Shortly after this exchange, Qiong tells Jin that her intention with this film-to-be is to “pursue a birth story.” In following this path, Qiong tells the story of her sister’s birth, but also speaks to the stories of the many girls who were born during the height of China’s one-child policy—where a tradition of sex-based discrimination collided with a programme that sought to aggressively regulate population growth, resulting in countless unwanted baby girls being abandoned at birth or terminated at a very late stage of the pregnancy. As a text card included in the film explains, China’s one-child policy—which was often more of a ‘two-child policy’ in effect, especially in rural areas and in instances where the firstborn child in a family was female—was introduced in 1982 but “enacted mainly between 1990 and 2000.” Qiong was born in 1992. Her older sister, Li, was born in 1990. Jin, her younger sister, was born in 1994. Whilst Qiong and Li were able to grow up under their parent’s care, as the third-born girl in the family, Jin was treated differently. After surviving an abortive injection intended to kill her just prior to her birth, Jin was left in an orchard near to the family home. Having survived for several days in squalid conditions, Jin was eventually collected by her aunt and uncle, who raised her instead. By interrogating the uncomfortable details of how one family treated their own child, Qiong is able to comment on a national situation that remains greatly under-discussed, but which has currents that run through to the modern day, despite the policy officially ending in 2015. Jin’s birth story may be unpleasant, but as the film stresses all the way through its duration, it is not unique.
Despite this separation at birth, all three sisters remained in close contact, forging a complex, conflicted relationship that, as the film explores, has always been shadowed by the split paths their lives took. Running three-hours in length, All About My Sisters is an ambitious, emotionally intense attempt to understand the lasting impacts of this policy, looking at what it means to grow up as a daughter within a family that rejected their child and now has to reckon with the lingering effects of that decision. The film explores the shifting relationship between these three women, but also uses it as a means of exploring the wider context and attempting to answer a number of complex, near-unanswerable questions. How can a set of societal conditions and cultural expectations create a situation where baby boys are so greatly preferred that girls are habitually terminated or abandoned at birth? How can an ordinary family live with the shame of having committed such an atrocious act, and can they somehow still learn to care for each other after having cast off one of their own? Will this experience always be something that shapes Jin’s life, or can she learn to look past an atrocity that has shaped her understanding of the world she lives in?

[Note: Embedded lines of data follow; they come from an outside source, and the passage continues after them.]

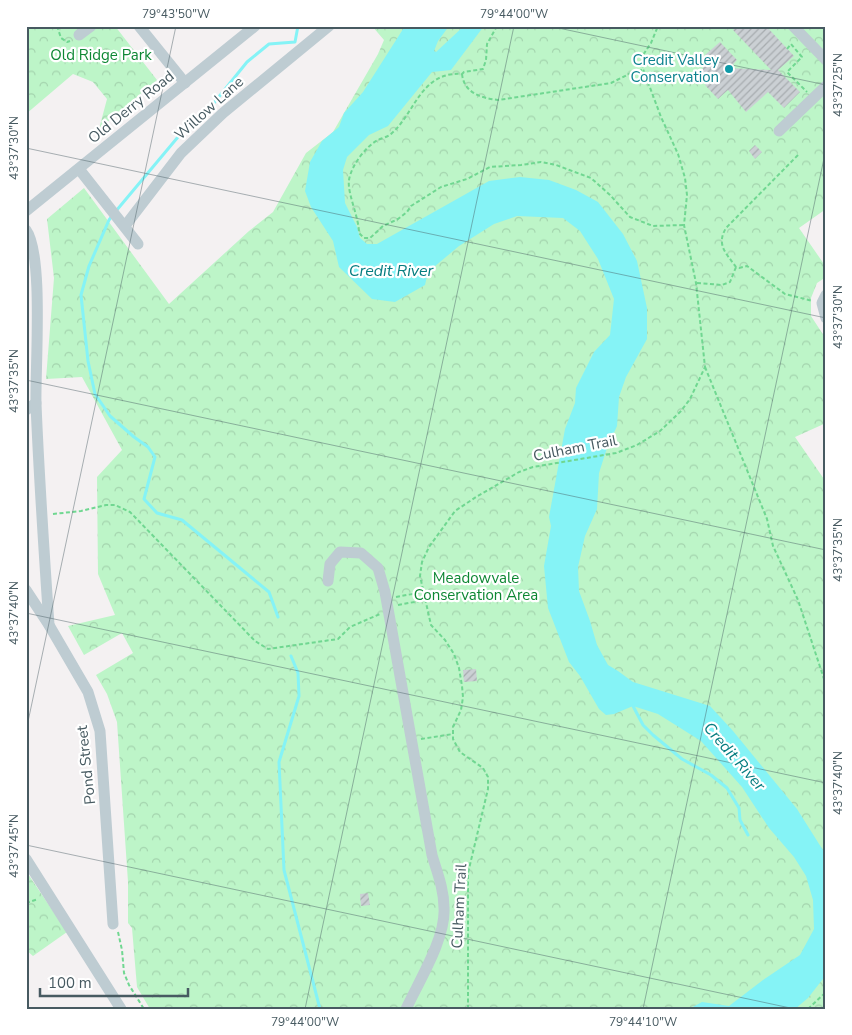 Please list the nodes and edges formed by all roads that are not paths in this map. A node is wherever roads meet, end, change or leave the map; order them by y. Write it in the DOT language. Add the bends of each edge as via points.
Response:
graph roads {
  1 [pos="90,26"];
  2 [pos="139,26"];
  3 [pos="254,26"];
  4 [pos="329,26"];
  5 [pos="793,26"];
  6 [pos="79,36"];
  7 [pos="826,60"];
  8 [pos="185,83"];
  9 [pos="826,86"];
  10 [pos="779,131"];
  11 [pos="79,169"];
  12 [pos="26,211"];
  13 [pos="119,219"];
  14 [pos="26,230"];
  15 [pos="138,244"];
  16 [pos="824,299"];
  17 [pos="826,318"];
  18 [pos="36,402"];
  19 [pos="26,410"];
  20 [pos="328,581"];
  21 [pos="26,590"];
  22 [pos="49,625"];
  23 [pos="26,860"];
  24 [pos="113,924"];
  25 [pos="121,1009"];
  26 [pos="406,1009"];
  1 -- 6 [label="street"];
  2 -- 8 [label="street"];
  3 -- 8 [label="street, Old Derry Road"];
  4 -- 13 [label="street, Willow Lane" via="224,113"];
  5 -- 7 [label="street"];
  8 -- 11 [label="street, Old Derry Road"];
  9 -- 10 [label="street"];
  11 -- 12 [label="street, Old Derry Road"];
  11 -- 13 [label="street"];
  13 -- 15 [label="street"];
  14 -- 18 [label="street" via="34,249 36,278"];
  16 -- 17 [label="street"];
  18 -- 19 [label="street"];
  18 -- 22 [label="street"];
  20 -- 26 [label="street" via="330,564 340,552 360,554 378,568 432,855 442,886 442,927"];
  21 -- 22 [label="street, Pond Street"];
  22 -- 24 [label="street, Pond Street" via="88,692 100,731"];
  23 -- 25 [label="street"];
} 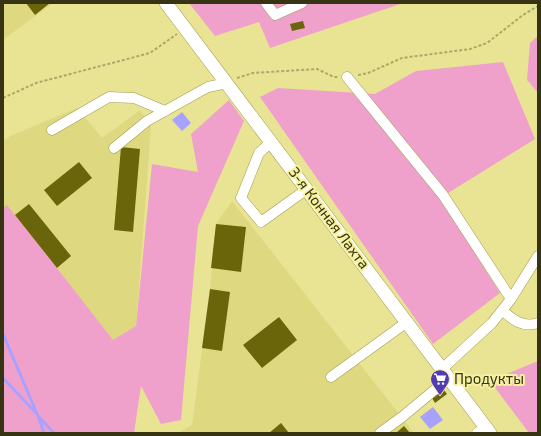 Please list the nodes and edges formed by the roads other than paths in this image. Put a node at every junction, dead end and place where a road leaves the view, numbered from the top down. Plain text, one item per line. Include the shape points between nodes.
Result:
1 (166, 3) edge
2 (266, 3) edge
3 (302, 3) edge
4 (346, 78) road end
5 (227, 83) junction
6 (165, 111) junction
7 (52, 130) dead end
8 (272, 142) junction
9 (114, 148) dead end
10 (307, 189) junction
11 (538, 256) edge
12 (511, 299) junction
13 (502, 310) junction
14 (407, 322) junction
15 (536, 325) edge
16 (445, 374) junction
17 (331, 376) dead end
18 (484, 431) edge
19 (380, 433) edge

1 - 5 main road, 3-я Конная Лахта
2 - 3 street via 275,15
4 - 12 street via 443,195
5 - 6 street via 208,87
5 - 8 main road, 3-я Конная Лахта
6 - 7 street via 134,98 109,97
6 - 9 street via 147,121
8 - 10 main road, 3-я Конная Лахта
8 - 10 street via 259,153 241,198 261,222
10 - 14 main road, 3-я Конная Лахта
11 - 12 street
12 - 13 street
13 - 15 street via 513,320
13 - 16 street
14 - 16 main road, 3-я Конная Лахта
14 - 17 street
16 - 18 main road, 3-я Конная Лахта
16 - 19 street via 402,417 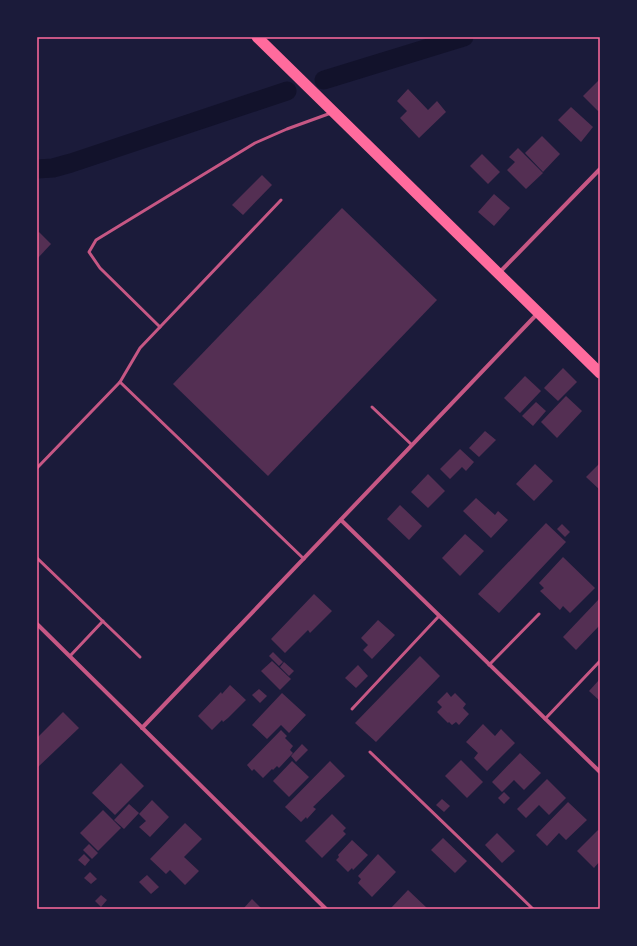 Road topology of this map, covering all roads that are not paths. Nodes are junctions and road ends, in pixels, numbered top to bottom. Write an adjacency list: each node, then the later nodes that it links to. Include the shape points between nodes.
1 (257, 37): 2 (highway)
2 (334, 112): 5 (highway); 7 (lane, via 255,143 96,240 89,252 100,268)
3 (600, 169): 5 (street)
4 (280, 200): 7 (lane)
5 (499, 273): 6 (highway)
6 (539, 313): 8 (highway); 11 (street)
7 (160, 327): 9 (lane, via 140,348)
8 (600, 373)
9 (120, 382): 12 (lane); 15 (lane)
10 (372, 408): 11 (lane)
11 (412, 445): 13 (street)
12 (37, 468)
13 (341, 520): 15 (street); 17 (street)
14 (37, 558): 18 (lane)
15 (304, 559): 26 (street)
16 (539, 614): 23 (lane)
17 (439, 616): 23 (street); 24 (lane)
18 (103, 622): 20 (lane); 21 (lane)
19 (37, 624): 20 (street)
20 (70, 656): 26 (street)
21 (140, 657)
22 (600, 661): 25 (lane)
23 (489, 665): 25 (street)
24 (352, 709)
25 (545, 719): 28 (street)
26 (142, 728): 29 (street)
27 (370, 752): 30 (lane)
28 (600, 772)
29 (326, 909)
30 (533, 909)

To try to find the answers, Qiong uses a number of strategies. Firstly, as seen in that opening scene, she speaks with her sisters and learns about their lives and their beliefs. Jin now has her own son and a husband, but her past experiences seem to colour her relationship with them. Li is also now married. Pregnant with her second child, she fears that the baby may not be a boy and that her husband will be disappointed. Secondly, Qiong also films her family members diaristically, trailing them around their homes and in the workplace, and watching as they interact with other family members or squabble with each other. In all of this, Qiong looks at how the initial separation has created fissures that periodically explode during moments of particular interfamilial tension. She also explores how the prejudices and expectations expressed by her parents persist through the generations, and how trauma also spreads and resurfaces along the same lines. Thirdly, interspersed through all of this spontaneous material is a series of more formalised interviews. Filmed with a tripod and with the subjects sitting in front of a set background, in these Qiong asks firm questions directly to the elder members of the family, giving them a reason to process the past and a space to try to explain how this awful event occurred despite them all being fundamentally reasonable people. These interviews are necessarily confrontational and Qiong receives some resistance to her film, which, as well as a personal documentary and a feminist project, could also be described as a longitudinal performance that involves a filmed familial invention. “Didn’t your mother tell you already?” Qiong’s father says, attempting to avoid answering Qiong’s questions about the true nature of Jin’s abandonment and subsequent adoption. “She did, but I want to hear you say it.” replies Qiong, knowing that if anything resembling healing is to take place, some level of transparency is first necessary.
To their credit, Qiong’s parents are brave in their willingness to admit guilt and to address their actions on camera, but this is something that takes real time and requires remarkable dedication. In forcing her parents to talk openly about the past, Qiong encourages rare reflection on a situation about which there is a widespread reluctance to honestly remember. This frankness is important, as while the one-child policy may now be over in China, its effects linger and prejudice remains persistent. Just as her mother had tried to terminate Jin, Li insists she will abort her child should it turn out to be a daughter. In twenty five years, many things change but some also stay the same. Across all of this material—which was collected over a five year filming period, and which seems to be presented not in chronological order but instead into a carefully workshopped narrative order that condenses time to create a cross-section of the multiple interconnected families and their shifting, contested relations—Qiong is exploring much more than she may have first imagined she would be when she took hold of her camera and asked her sister to talk to her about what she went through when she was little. Out of 300 hours of footage and through a lengthy editing process, a slippery, multifaceted story emerges that weaves together a knotty web of fraught family dynamics, shows people as morally complex and emotionally conflicted, and pushes difficult ideas about family and society. “No one is innocent in this matter,” says Jin, a woman who, despite being tangibly scarred by her situation, still comes off as brave, strong, and forthright. All of the easy answers are avoided in All About My Sisters, and ultimately, no one is absolved of responsibility for their actions.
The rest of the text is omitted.